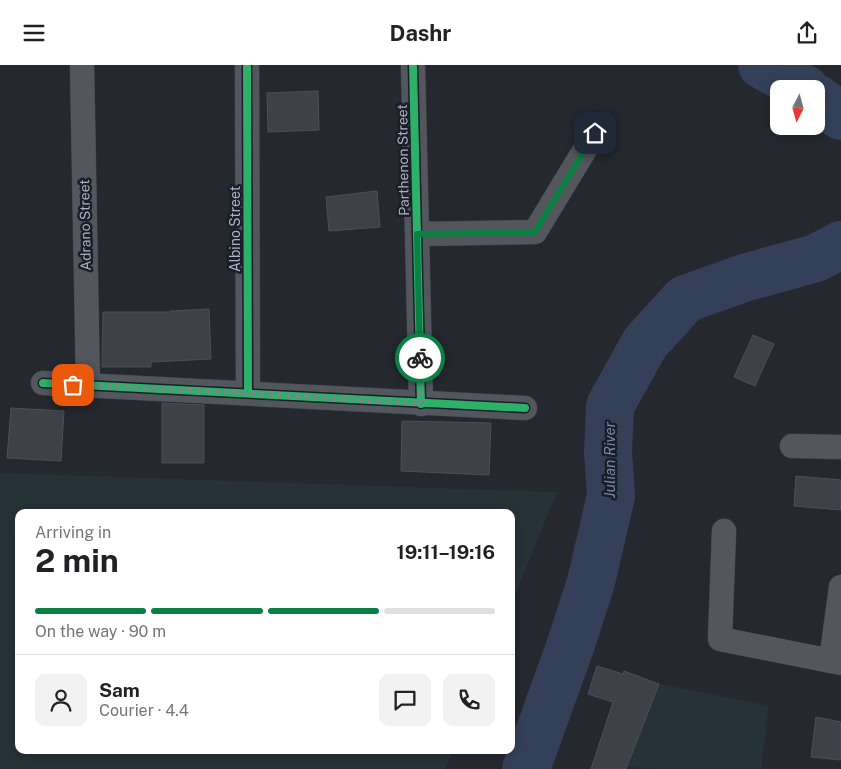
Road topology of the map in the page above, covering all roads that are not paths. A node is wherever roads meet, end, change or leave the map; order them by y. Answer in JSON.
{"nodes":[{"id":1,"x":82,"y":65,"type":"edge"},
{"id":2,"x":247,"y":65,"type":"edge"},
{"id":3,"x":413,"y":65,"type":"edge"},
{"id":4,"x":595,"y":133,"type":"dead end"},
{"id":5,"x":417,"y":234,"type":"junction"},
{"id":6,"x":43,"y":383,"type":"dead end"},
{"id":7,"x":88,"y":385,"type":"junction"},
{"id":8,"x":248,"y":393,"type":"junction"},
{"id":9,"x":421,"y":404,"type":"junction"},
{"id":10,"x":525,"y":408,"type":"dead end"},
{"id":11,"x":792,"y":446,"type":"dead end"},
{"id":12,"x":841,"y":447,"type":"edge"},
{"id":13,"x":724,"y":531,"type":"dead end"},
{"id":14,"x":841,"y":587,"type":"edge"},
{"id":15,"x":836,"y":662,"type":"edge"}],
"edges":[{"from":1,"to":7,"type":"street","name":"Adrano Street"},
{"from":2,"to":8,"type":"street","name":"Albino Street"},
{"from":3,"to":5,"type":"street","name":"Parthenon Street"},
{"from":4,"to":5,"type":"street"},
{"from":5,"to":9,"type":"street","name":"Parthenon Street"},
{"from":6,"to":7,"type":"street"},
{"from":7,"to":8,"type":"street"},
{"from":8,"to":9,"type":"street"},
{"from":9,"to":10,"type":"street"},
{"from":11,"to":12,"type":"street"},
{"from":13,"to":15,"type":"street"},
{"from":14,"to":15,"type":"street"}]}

-- PROBLEM TO SOLVE --
All of the records need to be restated word for word, but not the pictures.

-- WRITTEN RESPONSE --
Road topology of the map in the page above, covering all roads that are not paths. A node is wherever roads meet, end, change or leave the map; order them by y. Answer in JSON.
{"nodes":[{"id":1,"x":82,"y":65,"type":"edge"},
{"id":2,"x":247,"y":65,"type":"edge"},
{"id":3,"x":413,"y":65,"type":"edge"},
{"id":4,"x":595,"y":133,"type":"dead end"},
{"id":5,"x":417,"y":234,"type":"junction"},
{"id":6,"x":43,"y":383,"type":"dead end"},
{"id":7,"x":88,"y":385,"type":"junction"},
{"id":8,"x":248,"y":393,"type":"junction"},
{"id":9,"x":421,"y":404,"type":"junction"},
{"id":10,"x":525,"y":408,"type":"dead end"},
{"id":11,"x":792,"y":446,"type":"dead end"},
{"id":12,"x":841,"y":447,"type":"edge"},
{"id":13,"x":724,"y":531,"type":"dead end"},
{"id":14,"x":841,"y":587,"type":"edge"},
{"id":15,"x":836,"y":662,"type":"edge"}],
"edges":[{"from":1,"to":7,"type":"street","name":"Adrano Street"},
{"from":2,"to":8,"type":"street","name":"Albino Street"},
{"from":3,"to":5,"type":"street","name":"Parthenon Street"},
{"from":4,"to":5,"type":"street"},
{"from":5,"to":9,"type":"street","name":"Parthenon Street"},
{"from":6,"to":7,"type":"street"},
{"from":7,"to":8,"type":"street"},
{"from":8,"to":9,"type":"street"},
{"from":9,"to":10,"type":"street"},
{"from":11,"to":12,"type":"street"},
{"from":13,"to":15,"type":"street"},
{"from":14,"to":15,"type":"street"}]}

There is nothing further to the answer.